Explore Square roots using illustrations and interactive examples
Think Tank:
 Jenny has a square table that has an area of 15 square inches. She covered it with a table cloth of area 25 square inches. How many inches does the cloth hang around the table on each side?
Important Notes:
 The square root is the inverse operation of squaring.
 The square root of 15 can be expressed as √15 or 15^{½}. It is an irrational number.
 We can find the square root of 15 using the long division method. The square root of 15 by long division method = 3.872 (to three decimal places)
Square Root of 15 Solved Examples

Example 1: Mr. Johnson wants to fence his square garden. The garden has an area of 15 square feet. How long is each side of the garden? Round your answer to three decimals.
Solution
We know that the area of a square is side × side. If we take the length of the garden as x, then x × x = 15
We can easily find out the value of x using the concept of the square root. The square root of 15 is √15 approx 3.872 (rounded to three decimals).
So, the side length of the garden is approx 3.872 feet. 
Example 2: Mathew has a carrom board of area 15 sq. units. He measured the length of the carrom board to be 3.872 units. Why is that so?
Solution
We know that the area of a square is side × side.
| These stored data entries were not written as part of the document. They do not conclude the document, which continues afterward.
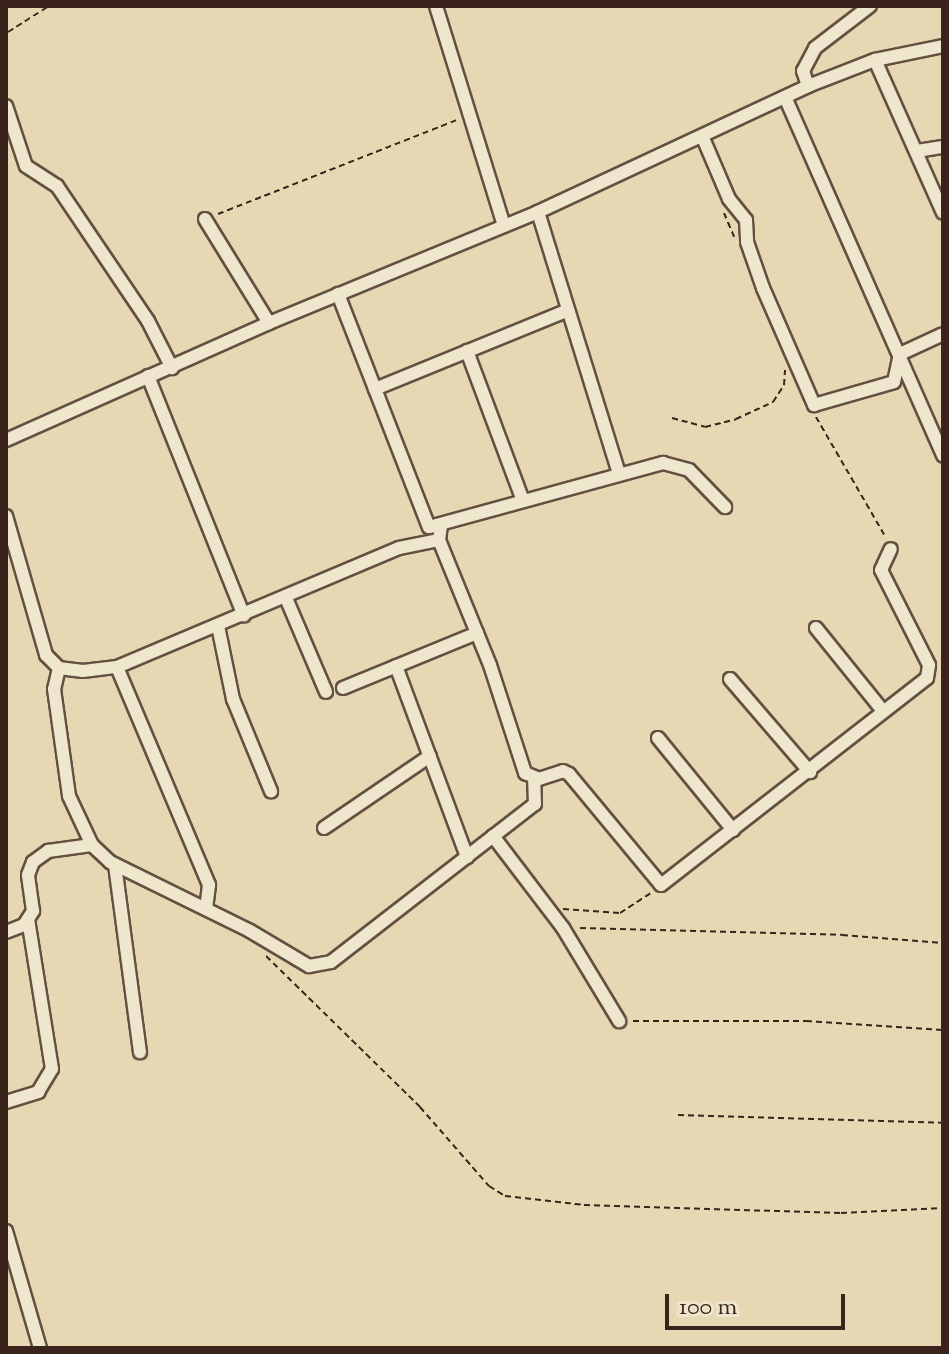 <!DOCTYPE html>
<html>
<head>
<meta charset="utf-8">
<style>
	body { margin:0 }
	#map { position:relative; width:949px; height:1354px; overflow:hidden; background:#e7d8b4; font-family:"Sorts Mill Goudy",serif }
	div>[style] { position:absolute }
	[style*='--x'] { left:calc(var(--x)*1px); top:calc(var(--y)*1px); width:calc(var(--w)*1px); rotate:calc(var(--a)*1deg) }
	.stream>* { height:4px; margin:-2px; padding:0 2px; transform-origin:2px; border-radius:2px; background:#97b9b1 }
	.path>* { height:2px; margin-top:-1px; transform-origin:0; background:repeating-linear-gradient(90deg,#39231b 0 6px,transparent 0 10px) }
	.roads { filter:drop-shadow(2px 0 #645041) drop-shadow(-2px 0 #645041) drop-shadow(0 2px #645041) drop-shadow(0 -2px #645041) }
	.minor>* { height:12px; margin:-6px; padding:0 6px; transform-origin:6px; border-radius:6px; background:#efe6ce }
	span { translate:-50% -50%; white-space:nowrap; text-align:center; line-height:1.15; -webkit-text-stroke:8px #efe6ce; paint-order:stroke }
	.frame { position:absolute; inset:0; border:8px solid #39231b; pointer-events:none }
	.scale { position:absolute; left:665px; top:1294px; width:180px; height:36px; box-sizing:border-box; border:4px solid #39231b; border-top:0; padding-left:10px; font-size:24px; line-height:28px; white-space:nowrap; color:#39231b; -webkit-text-stroke:6px #efe6ce; paint-order:stroke }
</style>
</head>
<body>
<div id="map">
	<div class="stream">
		<i style="--x:941;--y:1348;--w:2;--a:-27"></i>
	</div>
	<div class="path">
		<i style="--x:6;--y:29;--w:17;--a:90"></i>
		<i style="--x:8;--y:32;--w:49;--a:-32.4"></i>
		<i style="--x:724;--y:213;--w:26;--a:67"></i>
		<i style="--x:218;--y:214;--w:257;--a:-21.5"></i>
		<i style="--x:816;--y:417;--w:138;--a:59.9"></i>
		<i style="--x:672;--y:418;--w:34;--a:15"></i>
		<i style="--x:705;--y:427;--w:32;--a:-14"></i>
		<i style="--x:736;--y:419;--w:41;--a:-24.7"></i>
		<i style="--x:773;--y:402;--w:20;--a:-57"></i>
		<i style="--x:784;--y:385;--w:15;--a:-86"></i>
		<i style="--x:563;--y:909;--w:57;--a:4"></i>
		<i style="--x:620;--y:913;--w:37;--a:-33"></i>
		<i style="--x:580;--y:928;--w:262;--a:1.5"></i>
		<i style="--x:842;--y:935;--w:101;--a:4.5"></i>
		<i style="--x:266;--y:956;--w:216;--a:44.4"></i>
		<i style="--x:420;--y:1107;--w:105;--a:48.9"></i>
		<i style="--x:489;--y:1186;--w:19;--a:32"></i>
		<i style="--x:505;--y:1196;--w:80;--a:6.5"></i>
		<i style="--x:584;--y:1205;--w:257;--a:1.8"></i>
		<i style="--x:841;--y:1213;--w:102;--a:-2.8"></i>
		<i style="--x:633;--y:1021;--w:173;--a:0"></i>
		<i style="--x:806;--y:1021;--w:137;--a:3.8"></i>
		<i style="--x:678;--y:1115;--w:265;--a:1.7"></i>
	</div>
	<div class="roads">
		<div class="minor">
			<i style="--x:436;--y:6;--w:230;--a:72.8"></i>
			<i style="--x:875;--y:60;--w:167;--a:66"></i>
			<i style="--x:808;--y:86;--w:16;--a:-108"></i>
			<i style="--x:803;--y:71;--w:26;--a:-62"></i>
			<i style="--x:815;--y:48;--w:69;--a:-37.4"></i>
			<i style="--x:785;--y:97;--w:392;--a:66.2"></i>
			<i style="--x:6;--y:106;--w:63;--a:71.6"></i>
			<i style="--x:26;--y:166;--w:37;--a:33"></i>
			<i style="--x:57;--y:186;--w:163;--a:56"></i>
			<i style="--x:148;--y:321;--w:53;--a:62.9"></i>
			<i style="--x:703;--y:138;--w:66;--a:66.9"></i>
			<i style="--x:729;--y:199;--w:27;--a:51"></i>
			<i style="--x:746;--y:220;--w:22;--a:87"></i>
			<i style="--x:747;--y:242;--w:49;--a:70.8"></i>
			<i style="--x:763;--y:288;--w:128;--a:66.4"></i>
			<i style="--x:814;--y:405;--w:83;--a:-16"></i>
			<i style="--x:894;--y:382;--w:29;--a:-78"></i>
			<i style="--x:900;--y:354;--w:47;--a:-24.9"></i>
			<i style="--x:917;--y:151;--w:26;--a:-9"></i>
			<i style="--x:538;--y:212;--w:273;--a:72.8"></i>
			<i style="--x:205;--y:219;--w:122;--a:58.4"></i>
			<i style="--x:338;--y:294;--w:250;--a:68.7"></i>
			<i style="--x:467;--y:351;--w:157;--a:69.5"></i>
			<i style="--x:148;--y:376;--w:258;--a:68.2"></i>
			<i style="--x:375;--y:389;--w:206;--a:-22.2"></i>
			<i style="--x:6;--y:440;--w:288;--a:-24"></i>
			<i style="--x:269;--y:323;--w:291;--a:-22.4"></i>
			<i style="--x:538;--y:212;--w:298;--a:-25"></i>
			<i style="--x:808;--y:86;--w:72;--a:-21.2"></i>
			<i style="--x:875;--y:60;--w:69;--a:-11.6"></i>
			<i style="--x:6;--y:516;--w:145;--a:73.9"></i>
			<i style="--x:46;--y:655;--w:18;--a:45"></i>
			<i style="--x:59;--y:668;--w:24;--a:7"></i>
			<i style="--x:83;--y:671;--w:34;--a:-7"></i>
			<i style="--x:117;--y:667;--w:306;--a:-22.9"></i>
			<i style="--x:399;--y:548;--w:41;--a:-11.3"></i>
			<i style="--x:439;--y:540;--w:135;--a:67.8"></i>
			<i style="--x:490;--y:665;--w:114;--a:72"></i>
			<i style="--x:525;--y:773;--w:15;--a:23"></i>
			<i style="--x:539;--y:779;--w:25;--a:-18"></i>
			<i style="--x:563;--y:771;--w:7;--a:27"></i>
			<i style="--x:569;--y:774;--w:144;--a:50.3"></i>
			<i style="--x:661;--y:885;--w:337;--a:-37.9"></i>
			<i style="--x:927;--y:678;--w:13;--a:-81"></i>
			<i style="--x:929;--y:665;--w:106;--a:-116.8"></i>
			<i style="--x:881;--y:570;--w:23;--a:-65"></i>
			<i style="--x:439;--y:540;--w:15;--a:-82"></i>
			<i style="--x:441;--y:525;--w:12;--a:171"></i>
			<i style="--x:429;--y:527;--w:243;--a:-15.3"></i>
			<i style="--x:663;--y:463;--w:27;--a:15"></i>
			<i style="--x:689;--y:470;--w:52;--a:45.8"></i>
			<i style="--x:286;--y:598;--w:102;--a:66.9"></i>
			<i style="--x:218;--y:626;--w:75;--a:78.4"></i>
			<i style="--x:233;--y:699;--w:100;--a:67.6"></i>
			<i style="--x:816;--y:628;--w:107;--a:51.1"></i>
			<i style="--x:396;--y:666;--w:204;--a:69.6"></i>
			<i style="--x:117;--y:667;--w:237;--a:67.1"></i>
			<i style="--x:209;--y:885;--w:24;--a:97"></i>
			<i style="--x:59;--y:668;--w:22;--a:103"></i>
			<i style="--x:54;--y:689;--w:108;--a:82"></i>
			<i style="--x:69;--y:796;--w:54;--a:64.9"></i>
			<i style="--x:92;--y:845;--w:25;--a:43"></i>
			<i style="--x:110;--y:862;--w:156;--a:26.2"></i>
			<i style="--x:250;--y:931;--w:69;--a:30.7"></i>
			<i style="--x:309;--y:966;--w:22;--a:-10"></i>
			<i style="--x:331;--y:962;--w:258;--a:-37.8"></i>
			<i style="--x:535;--y:804;--w:26;--a:-92"></i>
			<i style="--x:730;--y:679;--w:123;--a:49.3"></i>
			<i style="--x:343;--y:688;--w:145;--a:-22.3"></i>
			<i style="--x:658;--y:738;--w:119;--a:50.8"></i>
			<i style="--x:324;--y:828;--w:128;--a:-34.2"></i>
			<i style="--x:493;--y:836;--w:116;--a:52.7"></i>
			<i style="--x:563;--y:928;--w:109;--a:58.9"></i>
			<i style="--x:115;--y:865;--w:189;--a:82.4"></i>
			<i style="--x:6;--y:932;--w:19;--a:-21"></i>
			<i style="--x:24;--y:925;--w:17;--a:-57"></i>
			<i style="--x:33;--y:911;--w:36;--a:-98"></i>
			<i style="--x:28;--y:875;--w:14;--a:-69"></i>
			<i style="--x:33;--y:862;--w:19;--a:-36"></i>
			<i style="--x:48;--y:851;--w:44;--a:-7.8"></i>
			<i style="--x:6;--y:1102;--w:34;--a:-17"></i>
			<i style="--x:38;--y:1092;--w:27;--a:-59"></i>
			<i style="--x:52;--y:1069;--w:152;--a:-99.1"></i>
			<i style="--x:6;--y:1231;--w:122;--a:73.8"></i>
		</div>
	</div>
	<div class="frame"></div>
	<div class="scale">100 m</div>
</div>
</body>
</html>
The length of the square carrom board is 3.872, this means 3.872 x 3.872 = 14.99 sq. units and the nearest whole number is 15. By finding the square root of the area of 15 sq. units, we can find the side length of the carrom board.
Side of the square board = √15= 3.872.
So, the side length of the carrom board is 3.872 units.
FAQs On Square Root of 15
What is the square root of 15?
The square root of 15 is 3.872.
What is the square of 15?
The square of 15 is
15^{2} = 225
How do you out the square root of 15?
We can find the square root of 15 using various methods.
 Repeated Subtraction
 Prime Factorization
 Estimation and Approximation
 Long Division
If you want to learn more about each of these methods, click here.
Is square root of 15 a real number?
Yes, the square root of 15 is a real number.
What is the square root of 15 in the simplest radical form?
√5 is the simplest radical form.
Is the square root of 15 a rational number?
As √15 = 3.872, √15 is an irrational number.